(Stored data)
_ _ _ _ _

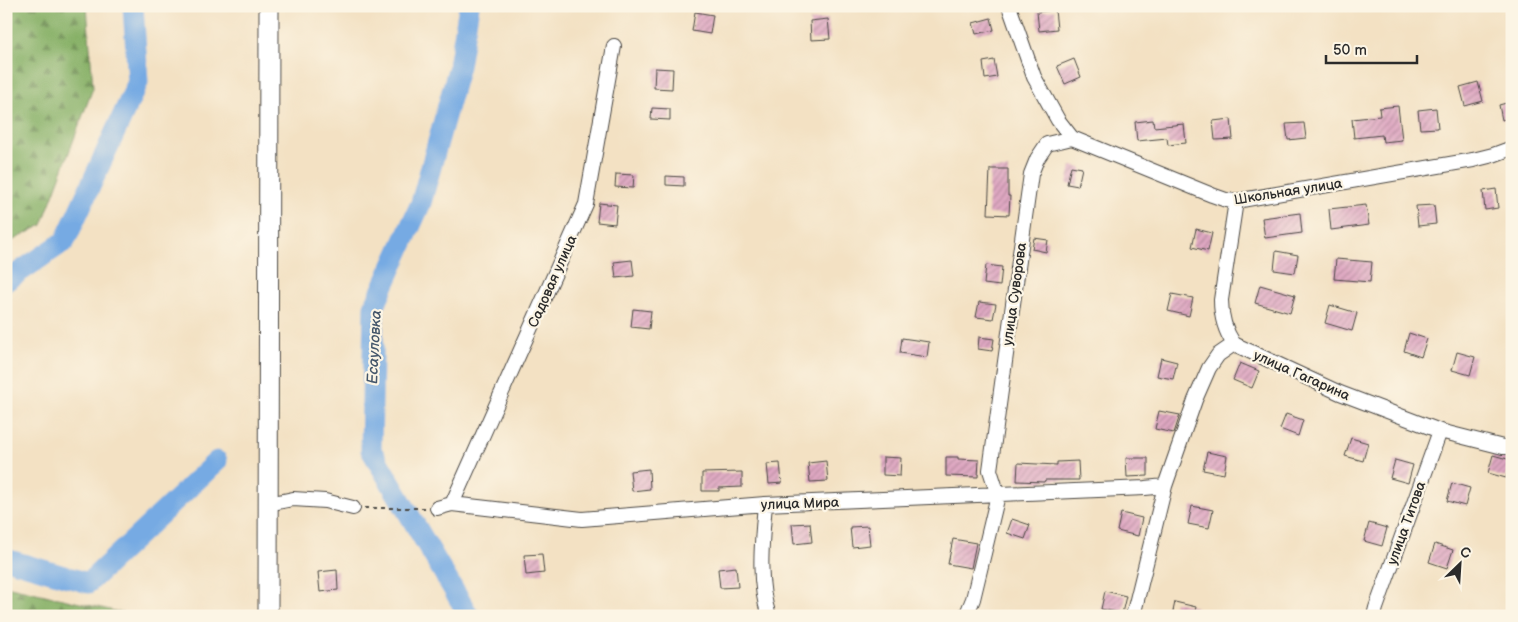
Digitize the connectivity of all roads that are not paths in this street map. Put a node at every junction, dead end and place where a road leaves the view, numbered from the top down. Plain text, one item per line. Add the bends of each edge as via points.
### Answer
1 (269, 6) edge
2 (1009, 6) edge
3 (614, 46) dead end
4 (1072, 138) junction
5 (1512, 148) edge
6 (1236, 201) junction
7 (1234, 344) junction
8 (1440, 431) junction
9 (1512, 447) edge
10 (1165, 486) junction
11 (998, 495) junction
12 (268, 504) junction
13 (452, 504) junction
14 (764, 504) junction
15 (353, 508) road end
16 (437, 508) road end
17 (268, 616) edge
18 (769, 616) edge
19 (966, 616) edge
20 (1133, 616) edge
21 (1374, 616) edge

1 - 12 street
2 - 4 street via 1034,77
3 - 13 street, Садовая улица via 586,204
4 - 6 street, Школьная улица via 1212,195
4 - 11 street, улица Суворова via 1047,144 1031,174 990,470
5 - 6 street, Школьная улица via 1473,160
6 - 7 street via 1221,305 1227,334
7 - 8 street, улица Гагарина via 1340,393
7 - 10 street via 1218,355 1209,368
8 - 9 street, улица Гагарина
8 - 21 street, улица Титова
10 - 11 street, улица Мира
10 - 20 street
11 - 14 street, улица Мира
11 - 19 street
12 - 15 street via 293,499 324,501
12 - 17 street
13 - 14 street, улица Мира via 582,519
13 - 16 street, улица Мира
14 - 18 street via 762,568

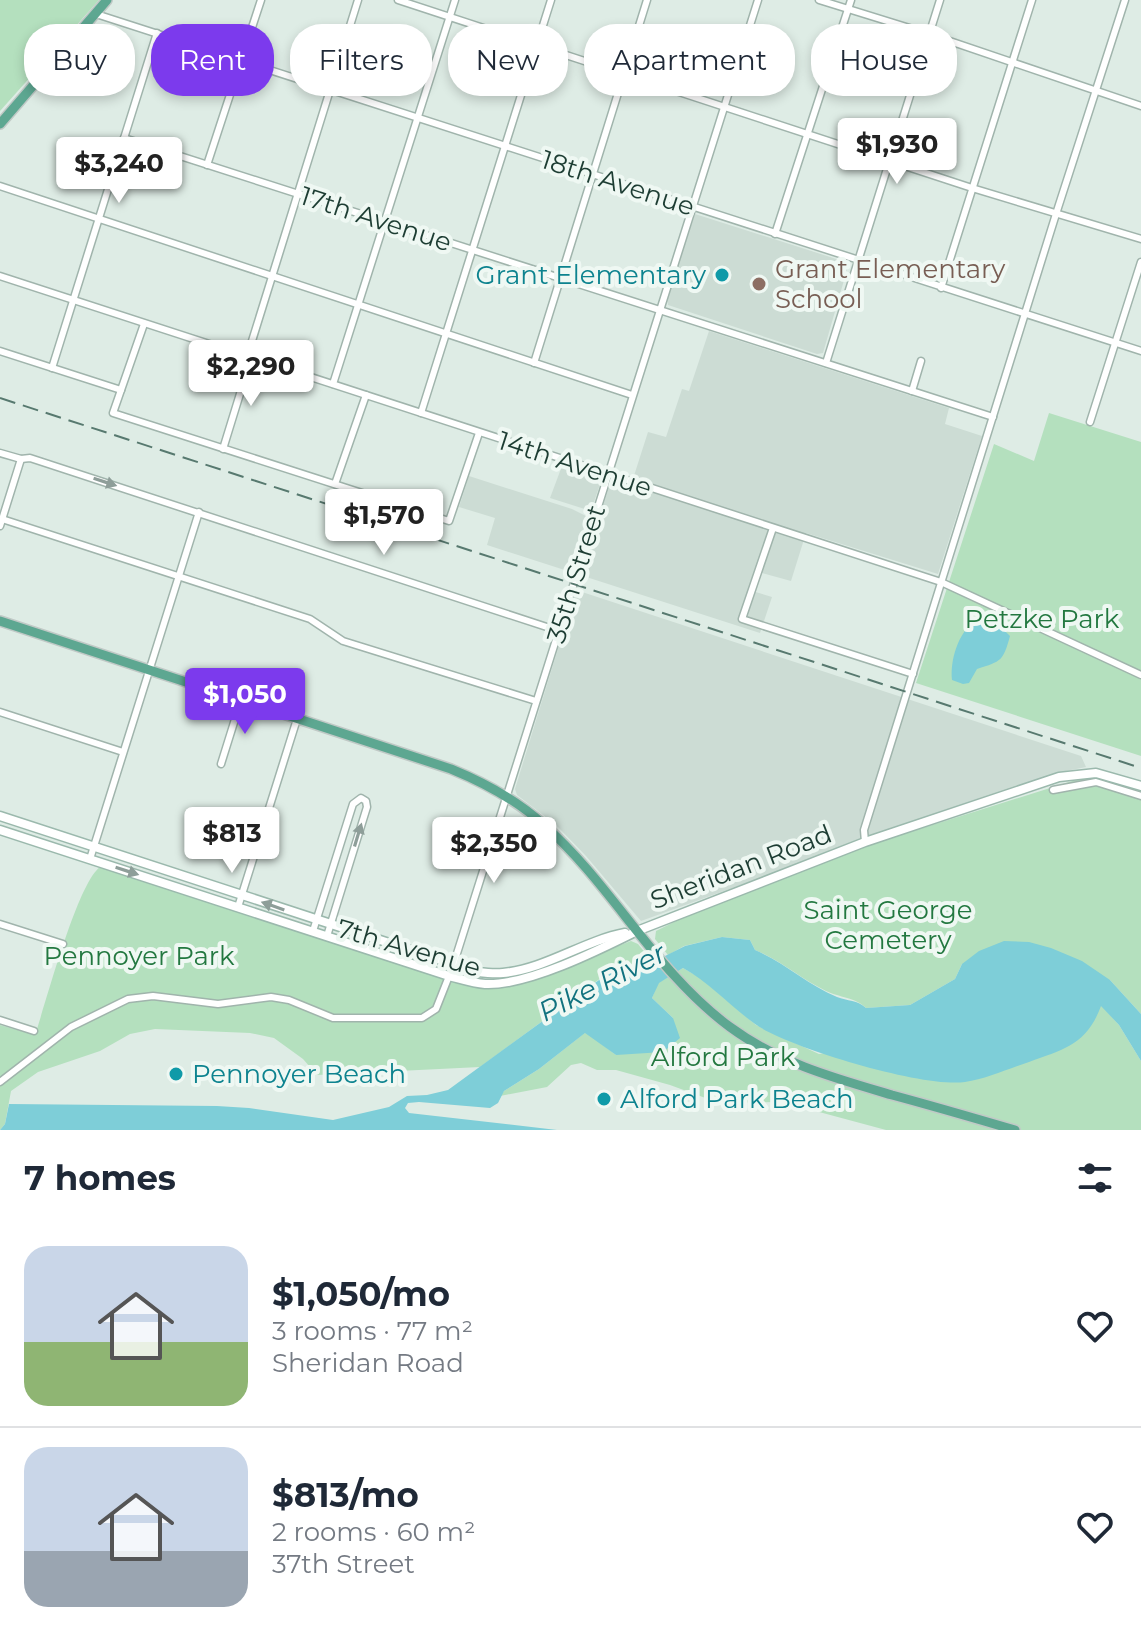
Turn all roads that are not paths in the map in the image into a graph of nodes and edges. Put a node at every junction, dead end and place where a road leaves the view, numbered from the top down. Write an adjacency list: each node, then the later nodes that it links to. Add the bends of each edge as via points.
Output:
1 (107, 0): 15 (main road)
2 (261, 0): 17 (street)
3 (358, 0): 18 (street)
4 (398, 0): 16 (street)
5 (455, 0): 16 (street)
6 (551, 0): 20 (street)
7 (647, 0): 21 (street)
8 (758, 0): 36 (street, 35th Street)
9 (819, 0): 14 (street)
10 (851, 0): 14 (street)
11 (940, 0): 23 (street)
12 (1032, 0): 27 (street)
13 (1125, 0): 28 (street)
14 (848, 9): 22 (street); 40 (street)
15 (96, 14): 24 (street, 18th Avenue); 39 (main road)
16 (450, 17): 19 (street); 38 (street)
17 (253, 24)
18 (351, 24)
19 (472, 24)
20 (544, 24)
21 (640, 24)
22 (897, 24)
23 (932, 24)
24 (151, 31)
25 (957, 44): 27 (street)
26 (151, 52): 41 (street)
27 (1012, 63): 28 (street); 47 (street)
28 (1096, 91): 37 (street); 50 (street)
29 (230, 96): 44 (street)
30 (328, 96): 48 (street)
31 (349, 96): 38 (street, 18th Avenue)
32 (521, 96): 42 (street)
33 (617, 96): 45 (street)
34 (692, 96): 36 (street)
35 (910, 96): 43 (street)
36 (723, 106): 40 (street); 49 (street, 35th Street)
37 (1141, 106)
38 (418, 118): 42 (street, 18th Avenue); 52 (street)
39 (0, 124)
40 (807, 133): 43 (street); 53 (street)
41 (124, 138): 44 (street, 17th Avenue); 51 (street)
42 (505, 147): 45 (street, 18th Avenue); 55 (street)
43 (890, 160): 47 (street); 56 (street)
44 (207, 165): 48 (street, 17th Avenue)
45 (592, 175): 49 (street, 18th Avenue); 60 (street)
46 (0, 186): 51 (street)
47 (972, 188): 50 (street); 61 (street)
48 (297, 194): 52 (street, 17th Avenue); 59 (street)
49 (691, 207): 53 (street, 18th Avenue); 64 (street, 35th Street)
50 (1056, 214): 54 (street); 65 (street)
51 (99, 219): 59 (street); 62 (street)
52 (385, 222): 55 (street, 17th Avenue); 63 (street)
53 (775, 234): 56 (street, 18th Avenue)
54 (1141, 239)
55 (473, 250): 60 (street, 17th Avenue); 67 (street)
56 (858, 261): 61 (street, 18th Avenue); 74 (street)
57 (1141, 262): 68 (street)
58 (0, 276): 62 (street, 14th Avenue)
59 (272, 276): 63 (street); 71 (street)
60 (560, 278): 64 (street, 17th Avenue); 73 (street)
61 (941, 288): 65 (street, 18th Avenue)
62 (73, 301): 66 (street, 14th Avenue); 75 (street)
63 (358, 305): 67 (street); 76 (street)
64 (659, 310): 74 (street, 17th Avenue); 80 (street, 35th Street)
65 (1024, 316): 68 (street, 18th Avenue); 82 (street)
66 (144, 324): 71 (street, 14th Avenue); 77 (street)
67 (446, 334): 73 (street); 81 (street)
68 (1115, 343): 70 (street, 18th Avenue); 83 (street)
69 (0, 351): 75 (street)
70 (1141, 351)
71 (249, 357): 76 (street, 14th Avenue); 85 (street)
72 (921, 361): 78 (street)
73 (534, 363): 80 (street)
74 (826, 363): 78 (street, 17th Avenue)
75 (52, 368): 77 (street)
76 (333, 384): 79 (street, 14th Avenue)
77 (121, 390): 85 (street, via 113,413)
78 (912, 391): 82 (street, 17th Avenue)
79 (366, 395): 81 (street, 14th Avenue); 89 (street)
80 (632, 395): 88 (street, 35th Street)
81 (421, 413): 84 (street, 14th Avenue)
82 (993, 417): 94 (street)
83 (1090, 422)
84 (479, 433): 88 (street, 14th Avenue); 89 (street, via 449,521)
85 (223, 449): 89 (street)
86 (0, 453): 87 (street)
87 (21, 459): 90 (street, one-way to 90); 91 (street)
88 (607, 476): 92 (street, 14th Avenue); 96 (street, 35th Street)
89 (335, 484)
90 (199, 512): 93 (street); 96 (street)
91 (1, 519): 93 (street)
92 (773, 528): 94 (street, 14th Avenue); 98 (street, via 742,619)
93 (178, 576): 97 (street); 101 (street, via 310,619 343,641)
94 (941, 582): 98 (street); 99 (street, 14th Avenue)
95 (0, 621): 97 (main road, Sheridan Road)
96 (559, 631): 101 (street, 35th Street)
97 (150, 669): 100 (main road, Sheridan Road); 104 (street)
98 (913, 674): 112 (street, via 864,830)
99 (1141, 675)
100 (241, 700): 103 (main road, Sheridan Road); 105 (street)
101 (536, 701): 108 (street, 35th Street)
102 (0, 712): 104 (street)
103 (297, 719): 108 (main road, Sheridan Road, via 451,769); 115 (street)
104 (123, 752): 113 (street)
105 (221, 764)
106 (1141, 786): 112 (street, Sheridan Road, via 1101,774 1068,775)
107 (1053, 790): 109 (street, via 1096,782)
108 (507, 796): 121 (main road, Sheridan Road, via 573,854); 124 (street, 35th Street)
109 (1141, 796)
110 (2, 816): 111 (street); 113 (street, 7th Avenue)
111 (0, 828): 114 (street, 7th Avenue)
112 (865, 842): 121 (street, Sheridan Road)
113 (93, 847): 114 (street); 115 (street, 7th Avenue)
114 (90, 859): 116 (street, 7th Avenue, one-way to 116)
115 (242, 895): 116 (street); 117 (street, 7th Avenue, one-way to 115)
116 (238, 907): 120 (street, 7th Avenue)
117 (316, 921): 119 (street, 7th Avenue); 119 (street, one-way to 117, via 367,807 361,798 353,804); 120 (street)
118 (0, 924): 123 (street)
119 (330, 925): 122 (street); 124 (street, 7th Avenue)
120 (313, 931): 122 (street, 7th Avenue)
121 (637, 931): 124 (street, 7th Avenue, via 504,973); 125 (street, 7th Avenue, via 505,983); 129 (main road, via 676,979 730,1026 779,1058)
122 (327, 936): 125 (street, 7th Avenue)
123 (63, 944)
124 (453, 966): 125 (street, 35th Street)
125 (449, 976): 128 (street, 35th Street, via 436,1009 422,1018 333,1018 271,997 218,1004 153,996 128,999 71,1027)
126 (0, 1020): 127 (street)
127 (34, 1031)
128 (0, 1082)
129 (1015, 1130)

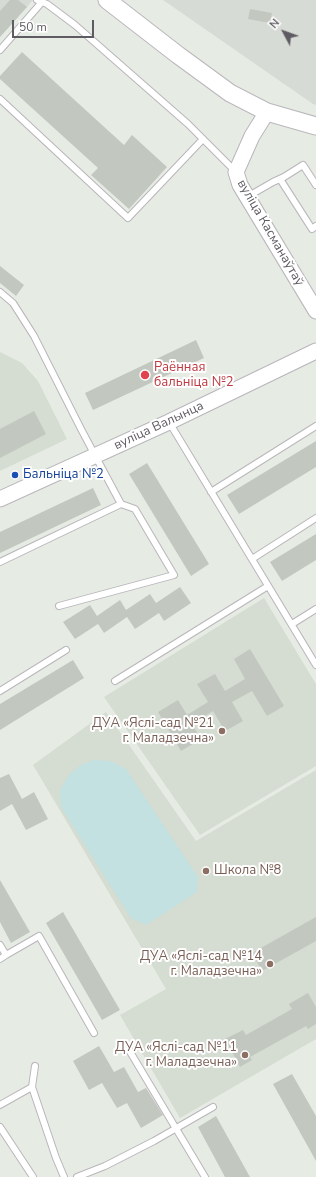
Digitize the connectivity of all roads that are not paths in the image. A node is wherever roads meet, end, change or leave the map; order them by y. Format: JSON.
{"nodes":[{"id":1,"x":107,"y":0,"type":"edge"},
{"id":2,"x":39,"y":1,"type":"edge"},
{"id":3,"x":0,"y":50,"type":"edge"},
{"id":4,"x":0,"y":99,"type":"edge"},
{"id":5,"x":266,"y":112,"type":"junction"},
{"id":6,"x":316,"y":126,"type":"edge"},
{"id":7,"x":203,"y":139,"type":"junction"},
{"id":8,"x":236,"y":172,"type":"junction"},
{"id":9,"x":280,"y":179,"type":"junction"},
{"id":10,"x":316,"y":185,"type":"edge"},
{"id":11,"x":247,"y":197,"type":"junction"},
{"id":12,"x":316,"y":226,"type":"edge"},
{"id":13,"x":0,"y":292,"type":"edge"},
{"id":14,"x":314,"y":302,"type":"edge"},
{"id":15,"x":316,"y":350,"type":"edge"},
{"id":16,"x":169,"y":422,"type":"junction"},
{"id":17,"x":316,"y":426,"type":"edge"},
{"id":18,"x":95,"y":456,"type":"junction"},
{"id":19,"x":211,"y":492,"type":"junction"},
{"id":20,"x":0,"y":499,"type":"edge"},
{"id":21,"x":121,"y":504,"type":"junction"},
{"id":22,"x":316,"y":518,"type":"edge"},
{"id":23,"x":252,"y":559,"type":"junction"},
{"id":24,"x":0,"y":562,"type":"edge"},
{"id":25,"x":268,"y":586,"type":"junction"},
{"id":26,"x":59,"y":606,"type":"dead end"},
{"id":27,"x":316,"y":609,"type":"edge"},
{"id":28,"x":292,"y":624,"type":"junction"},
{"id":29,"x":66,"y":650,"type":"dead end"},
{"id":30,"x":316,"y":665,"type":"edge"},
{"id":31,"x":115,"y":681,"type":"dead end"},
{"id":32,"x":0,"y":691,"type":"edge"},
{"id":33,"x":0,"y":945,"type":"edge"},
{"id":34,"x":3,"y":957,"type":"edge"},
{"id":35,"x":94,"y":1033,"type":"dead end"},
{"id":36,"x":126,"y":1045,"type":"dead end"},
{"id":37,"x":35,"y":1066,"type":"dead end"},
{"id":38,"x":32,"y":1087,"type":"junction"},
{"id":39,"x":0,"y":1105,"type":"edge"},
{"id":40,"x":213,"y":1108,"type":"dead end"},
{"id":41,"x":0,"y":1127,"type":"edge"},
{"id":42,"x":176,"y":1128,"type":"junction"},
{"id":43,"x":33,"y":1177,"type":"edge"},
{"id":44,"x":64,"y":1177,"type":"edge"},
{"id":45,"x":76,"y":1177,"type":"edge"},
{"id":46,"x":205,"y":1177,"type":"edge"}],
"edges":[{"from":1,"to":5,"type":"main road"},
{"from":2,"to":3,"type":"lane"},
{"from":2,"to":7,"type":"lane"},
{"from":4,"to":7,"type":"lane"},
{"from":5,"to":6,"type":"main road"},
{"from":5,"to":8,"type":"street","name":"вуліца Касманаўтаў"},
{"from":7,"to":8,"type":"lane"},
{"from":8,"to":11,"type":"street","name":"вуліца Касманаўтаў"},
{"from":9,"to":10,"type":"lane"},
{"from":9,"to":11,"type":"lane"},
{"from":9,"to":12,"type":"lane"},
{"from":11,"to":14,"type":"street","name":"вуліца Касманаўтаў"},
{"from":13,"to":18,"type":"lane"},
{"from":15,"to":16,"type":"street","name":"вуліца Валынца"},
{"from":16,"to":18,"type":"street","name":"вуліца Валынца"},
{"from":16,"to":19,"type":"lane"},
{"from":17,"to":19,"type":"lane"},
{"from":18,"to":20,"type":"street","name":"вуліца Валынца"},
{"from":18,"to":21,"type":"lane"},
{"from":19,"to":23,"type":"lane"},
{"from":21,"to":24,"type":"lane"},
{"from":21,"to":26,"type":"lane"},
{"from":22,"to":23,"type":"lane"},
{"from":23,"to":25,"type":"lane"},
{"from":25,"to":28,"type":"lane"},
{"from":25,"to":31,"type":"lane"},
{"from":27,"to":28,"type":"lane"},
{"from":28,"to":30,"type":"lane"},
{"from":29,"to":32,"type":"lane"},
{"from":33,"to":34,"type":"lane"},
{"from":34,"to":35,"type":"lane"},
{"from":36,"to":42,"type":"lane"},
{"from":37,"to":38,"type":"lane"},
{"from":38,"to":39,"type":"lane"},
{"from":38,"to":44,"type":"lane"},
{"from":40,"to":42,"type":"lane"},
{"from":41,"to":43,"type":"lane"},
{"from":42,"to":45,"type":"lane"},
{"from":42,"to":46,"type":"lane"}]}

_ _ _ _ _

Read the entries and pick out all lines that include the word "nodes".

Turn all roads that are not paths in the map in the image into a graph of nodes and edges. Put a node at every junction, dead end and place where a road leaves the view, numbered from the top down. Write an adjacency list: each node, then the later nodes that it links to. Add the bends of each edge as via points.
{"nodes":[{"id":1,"x":107,"y":0,"type":"edge"},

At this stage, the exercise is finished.